What the task asks: A faithful, complete copy of the entries is the sole expected answer.

Stored data:

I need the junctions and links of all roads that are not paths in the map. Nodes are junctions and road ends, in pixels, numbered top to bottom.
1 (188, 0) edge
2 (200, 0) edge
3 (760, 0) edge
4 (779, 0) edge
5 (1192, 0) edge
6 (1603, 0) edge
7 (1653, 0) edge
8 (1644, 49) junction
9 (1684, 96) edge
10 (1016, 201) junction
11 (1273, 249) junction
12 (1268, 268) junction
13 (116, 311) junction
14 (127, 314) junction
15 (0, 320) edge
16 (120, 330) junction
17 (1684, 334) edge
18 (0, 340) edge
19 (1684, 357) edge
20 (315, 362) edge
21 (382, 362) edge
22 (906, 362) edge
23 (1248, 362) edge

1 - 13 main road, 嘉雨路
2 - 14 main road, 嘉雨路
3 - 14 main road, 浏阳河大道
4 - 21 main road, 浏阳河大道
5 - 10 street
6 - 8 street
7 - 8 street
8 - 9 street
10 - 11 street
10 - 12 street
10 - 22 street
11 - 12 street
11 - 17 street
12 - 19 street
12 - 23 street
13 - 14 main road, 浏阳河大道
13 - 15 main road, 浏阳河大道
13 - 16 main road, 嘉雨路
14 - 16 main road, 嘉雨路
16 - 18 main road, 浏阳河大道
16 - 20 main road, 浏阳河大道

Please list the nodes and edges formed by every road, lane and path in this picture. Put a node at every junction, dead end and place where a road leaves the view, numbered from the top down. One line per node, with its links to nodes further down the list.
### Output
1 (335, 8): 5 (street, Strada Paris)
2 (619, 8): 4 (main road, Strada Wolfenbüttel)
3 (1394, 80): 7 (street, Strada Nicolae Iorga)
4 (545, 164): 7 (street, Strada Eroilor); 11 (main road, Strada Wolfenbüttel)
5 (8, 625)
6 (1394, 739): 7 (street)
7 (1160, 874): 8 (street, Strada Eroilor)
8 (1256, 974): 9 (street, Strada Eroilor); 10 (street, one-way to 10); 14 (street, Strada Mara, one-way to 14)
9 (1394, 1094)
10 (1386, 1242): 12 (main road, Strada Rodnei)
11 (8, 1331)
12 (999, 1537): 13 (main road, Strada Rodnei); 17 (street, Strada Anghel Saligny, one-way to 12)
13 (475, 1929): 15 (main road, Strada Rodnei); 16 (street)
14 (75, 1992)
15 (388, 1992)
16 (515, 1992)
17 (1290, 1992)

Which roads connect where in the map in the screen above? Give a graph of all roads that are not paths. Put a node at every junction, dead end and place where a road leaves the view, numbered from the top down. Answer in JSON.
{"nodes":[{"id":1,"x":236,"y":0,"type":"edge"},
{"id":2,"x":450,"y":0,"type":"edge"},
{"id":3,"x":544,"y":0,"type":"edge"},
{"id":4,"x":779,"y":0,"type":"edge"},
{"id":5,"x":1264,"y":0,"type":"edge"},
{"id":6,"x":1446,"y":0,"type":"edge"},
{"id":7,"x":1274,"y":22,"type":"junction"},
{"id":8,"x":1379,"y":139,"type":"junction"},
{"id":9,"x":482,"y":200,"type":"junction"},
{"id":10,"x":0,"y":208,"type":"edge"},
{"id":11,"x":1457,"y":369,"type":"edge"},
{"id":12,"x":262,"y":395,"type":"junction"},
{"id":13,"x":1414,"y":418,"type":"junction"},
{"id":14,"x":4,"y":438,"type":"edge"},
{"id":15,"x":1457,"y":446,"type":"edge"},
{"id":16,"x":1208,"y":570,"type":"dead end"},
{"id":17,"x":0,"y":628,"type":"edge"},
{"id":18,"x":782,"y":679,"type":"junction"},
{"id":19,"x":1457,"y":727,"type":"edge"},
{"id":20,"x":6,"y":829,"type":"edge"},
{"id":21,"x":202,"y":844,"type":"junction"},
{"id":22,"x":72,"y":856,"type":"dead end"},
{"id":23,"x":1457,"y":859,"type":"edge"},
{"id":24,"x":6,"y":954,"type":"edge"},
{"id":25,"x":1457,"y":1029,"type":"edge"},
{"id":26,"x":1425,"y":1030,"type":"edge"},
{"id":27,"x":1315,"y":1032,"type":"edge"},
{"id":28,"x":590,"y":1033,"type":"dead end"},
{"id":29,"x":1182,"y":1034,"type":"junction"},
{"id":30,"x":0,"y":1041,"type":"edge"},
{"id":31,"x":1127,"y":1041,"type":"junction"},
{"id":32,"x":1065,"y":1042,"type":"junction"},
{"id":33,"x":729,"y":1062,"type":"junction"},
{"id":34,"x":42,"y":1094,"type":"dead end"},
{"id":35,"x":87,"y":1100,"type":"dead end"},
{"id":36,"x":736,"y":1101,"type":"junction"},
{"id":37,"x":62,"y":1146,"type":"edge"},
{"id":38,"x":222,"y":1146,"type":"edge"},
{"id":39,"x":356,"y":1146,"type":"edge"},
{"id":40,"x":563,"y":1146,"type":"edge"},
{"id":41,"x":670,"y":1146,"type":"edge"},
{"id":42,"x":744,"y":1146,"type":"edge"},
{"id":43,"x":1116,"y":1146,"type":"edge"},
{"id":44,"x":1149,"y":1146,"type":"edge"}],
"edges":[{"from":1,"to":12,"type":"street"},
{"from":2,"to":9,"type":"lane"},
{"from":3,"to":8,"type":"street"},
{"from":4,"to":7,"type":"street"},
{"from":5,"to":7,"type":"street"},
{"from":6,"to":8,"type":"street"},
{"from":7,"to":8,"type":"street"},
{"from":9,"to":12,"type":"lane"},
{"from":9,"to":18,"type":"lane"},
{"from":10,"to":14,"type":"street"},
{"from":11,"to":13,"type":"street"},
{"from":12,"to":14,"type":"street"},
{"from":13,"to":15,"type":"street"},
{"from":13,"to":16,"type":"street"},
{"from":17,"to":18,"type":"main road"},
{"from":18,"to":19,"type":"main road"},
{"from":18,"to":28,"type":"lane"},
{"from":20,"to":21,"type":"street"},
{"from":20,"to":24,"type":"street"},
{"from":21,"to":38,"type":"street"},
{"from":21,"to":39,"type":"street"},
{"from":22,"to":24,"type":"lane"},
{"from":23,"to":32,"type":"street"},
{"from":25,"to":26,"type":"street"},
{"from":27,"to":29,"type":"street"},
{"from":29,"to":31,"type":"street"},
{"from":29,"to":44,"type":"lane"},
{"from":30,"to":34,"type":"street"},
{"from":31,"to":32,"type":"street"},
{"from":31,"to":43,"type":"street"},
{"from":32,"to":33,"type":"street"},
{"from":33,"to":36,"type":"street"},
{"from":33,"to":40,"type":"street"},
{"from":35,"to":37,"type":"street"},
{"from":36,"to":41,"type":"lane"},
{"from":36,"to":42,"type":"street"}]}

Exercise output:
I need the junctions and links of all roads that are not paths in the map. Nodes are junctions and road ends, in pixels, numbered top to bottom.
1 (188, 0) edge
2 (200, 0) edge
3 (760, 0) edge
4 (779, 0) edge
5 (1192, 0) edge
6 (1603, 0) edge
7 (1653, 0) edge
8 (1644, 49) junction
9 (1684, 96) edge
10 (1016, 201) junction
11 (1273, 249) junction
12 (1268, 268) junction
13 (116, 311) junction
14 (127, 314) junction
15 (0, 320) edge
16 (120, 330) junction
17 (1684, 334) edge
18 (0, 340) edge
19 (1684, 357) edge
20 (315, 362) edge
21 (382, 362) edge
22 (906, 362) edge
23 (1248, 362) edge

1 - 13 main road, 嘉雨路
2 - 14 main road, 嘉雨路
3 - 14 main road, 浏阳河大道
4 - 21 main road, 浏阳河大道
5 - 10 street
6 - 8 street
7 - 8 street
8 - 9 street
10 - 11 street
10 - 12 street
10 - 22 street
11 - 12 street
11 - 17 street
12 - 19 street
12 - 23 street
13 - 14 main road, 浏阳河大道
13 - 15 main road, 浏阳河大道
13 - 16 main road, 嘉雨路
14 - 16 main road, 嘉雨路
16 - 18 main road, 浏阳河大道
16 - 20 main road, 浏阳河大道

Please list the nodes and edges formed by every road, lane and path in this picture. Put a node at every junction, dead end and place where a road leaves the view, numbered from the top down. One line per node, with its links to nodes further down the list.
### Output
1 (335, 8): 5 (street, Strada Paris)
2 (619, 8): 4 (main road, Strada Wolfenbüttel)
3 (1394, 80): 7 (street, Strada Nicolae Iorga)
4 (545, 164): 7 (street, Strada Eroilor); 11 (main road, Strada Wolfenbüttel)
5 (8, 625)
6 (1394, 739): 7 (street)
7 (1160, 874): 8 (street, Strada Eroilor)
8 (1256, 974): 9 (street, Strada Eroilor); 10 (street, one-way to 10); 14 (street, Strada Mara, one-way to 14)
9 (1394, 1094)
10 (1386, 1242): 12 (main road, Strada Rodnei)
11 (8, 1331)
12 (999, 1537): 13 (main road, Strada Rodnei); 17 (street, Strada Anghel Saligny, one-way to 12)
13 (475, 1929): 15 (main road, Strada Rodnei); 16 (street)
14 (75, 1992)
15 (388, 1992)
16 (515, 1992)
17 (1290, 1992)

Which roads connect where in the map in the screen above? Give a graph of all roads that are not paths. Put a node at every junction, dead end and place where a road leaves the view, numbered from the top down. Answer in JSON.
{"nodes":[{"id":1,"x":236,"y":0,"type":"edge"},
{"id":2,"x":450,"y":0,"type":"edge"},
{"id":3,"x":544,"y":0,"type":"edge"},
{"id":4,"x":779,"y":0,"type":"edge"},
{"id":5,"x":1264,"y":0,"type":"edge"},
{"id":6,"x":1446,"y":0,"type":"edge"},
{"id":7,"x":1274,"y":22,"type":"junction"},
{"id":8,"x":1379,"y":139,"type":"junction"},
{"id":9,"x":482,"y":200,"type":"junction"},
{"id":10,"x":0,"y":208,"type":"edge"},
{"id":11,"x":1457,"y":369,"type":"edge"},
{"id":12,"x":262,"y":395,"type":"junction"},
{"id":13,"x":1414,"y":418,"type":"junction"},
{"id":14,"x":4,"y":438,"type":"edge"},
{"id":15,"x":1457,"y":446,"type":"edge"},
{"id":16,"x":1208,"y":570,"type":"dead end"},
{"id":17,"x":0,"y":628,"type":"edge"},
{"id":18,"x":782,"y":679,"type":"junction"},
{"id":19,"x":1457,"y":727,"type":"edge"},
{"id":20,"x":6,"y":829,"type":"edge"},
{"id":21,"x":202,"y":844,"type":"junction"},
{"id":22,"x":72,"y":856,"type":"dead end"},
{"id":23,"x":1457,"y":859,"type":"edge"},
{"id":24,"x":6,"y":954,"type":"edge"},
{"id":25,"x":1457,"y":1029,"type":"edge"},
{"id":26,"x":1425,"y":1030,"type":"edge"},
{"id":27,"x":1315,"y":1032,"type":"edge"},
{"id":28,"x":590,"y":1033,"type":"dead end"},
{"id":29,"x":1182,"y":1034,"type":"junction"},
{"id":30,"x":0,"y":1041,"type":"edge"},
{"id":31,"x":1127,"y":1041,"type":"junction"},
{"id":32,"x":1065,"y":1042,"type":"junction"},
{"id":33,"x":729,"y":1062,"type":"junction"},
{"id":34,"x":42,"y":1094,"type":"dead end"},
{"id":35,"x":87,"y":1100,"type":"dead end"},
{"id":36,"x":736,"y":1101,"type":"junction"},
{"id":37,"x":62,"y":1146,"type":"edge"},
{"id":38,"x":222,"y":1146,"type":"edge"},
{"id":39,"x":356,"y":1146,"type":"edge"},
{"id":40,"x":563,"y":1146,"type":"edge"},
{"id":41,"x":670,"y":1146,"type":"edge"},
{"id":42,"x":744,"y":1146,"type":"edge"},
{"id":43,"x":1116,"y":1146,"type":"edge"},
{"id":44,"x":1149,"y":1146,"type":"edge"}],
"edges":[{"from":1,"to":12,"type":"street"},
{"from":2,"to":9,"type":"lane"},
{"from":3,"to":8,"type":"street"},
{"from":4,"to":7,"type":"street"},
{"from":5,"to":7,"type":"street"},
{"from":6,"to":8,"type":"street"},
{"from":7,"to":8,"type":"street"},
{"from":9,"to":12,"type":"lane"},
{"from":9,"to":18,"type":"lane"},
{"from":10,"to":14,"type":"street"},
{"from":11,"to":13,"type":"street"},
{"from":12,"to":14,"type":"street"},
{"from":13,"to":15,"type":"street"},
{"from":13,"to":16,"type":"street"},
{"from":17,"to":18,"type":"main road"},
{"from":18,"to":19,"type":"main road"},
{"from":18,"to":28,"type":"lane"},
{"from":20,"to":21,"type":"street"},
{"from":20,"to":24,"type":"street"},
{"from":21,"to":38,"type":"street"},
{"from":21,"to":39,"type":"street"},
{"from":22,"to":24,"type":"lane"},
{"from":23,"to":32,"type":"street"},
{"from":25,"to":26,"type":"street"},
{"from":27,"to":29,"type":"street"},
{"from":29,"to":31,"type":"street"},
{"from":29,"to":44,"type":"lane"},
{"from":30,"to":34,"type":"street"},
{"from":31,"to":32,"type":"street"},
{"from":31,"to":43,"type":"street"},
{"from":32,"to":33,"type":"street"},
{"from":33,"to":36,"type":"street"},
{"from":33,"to":40,"type":"street"},
{"from":35,"to":37,"type":"street"},
{"from":36,"to":41,"type":"lane"},
{"from":36,"to":42,"type":"street"}]}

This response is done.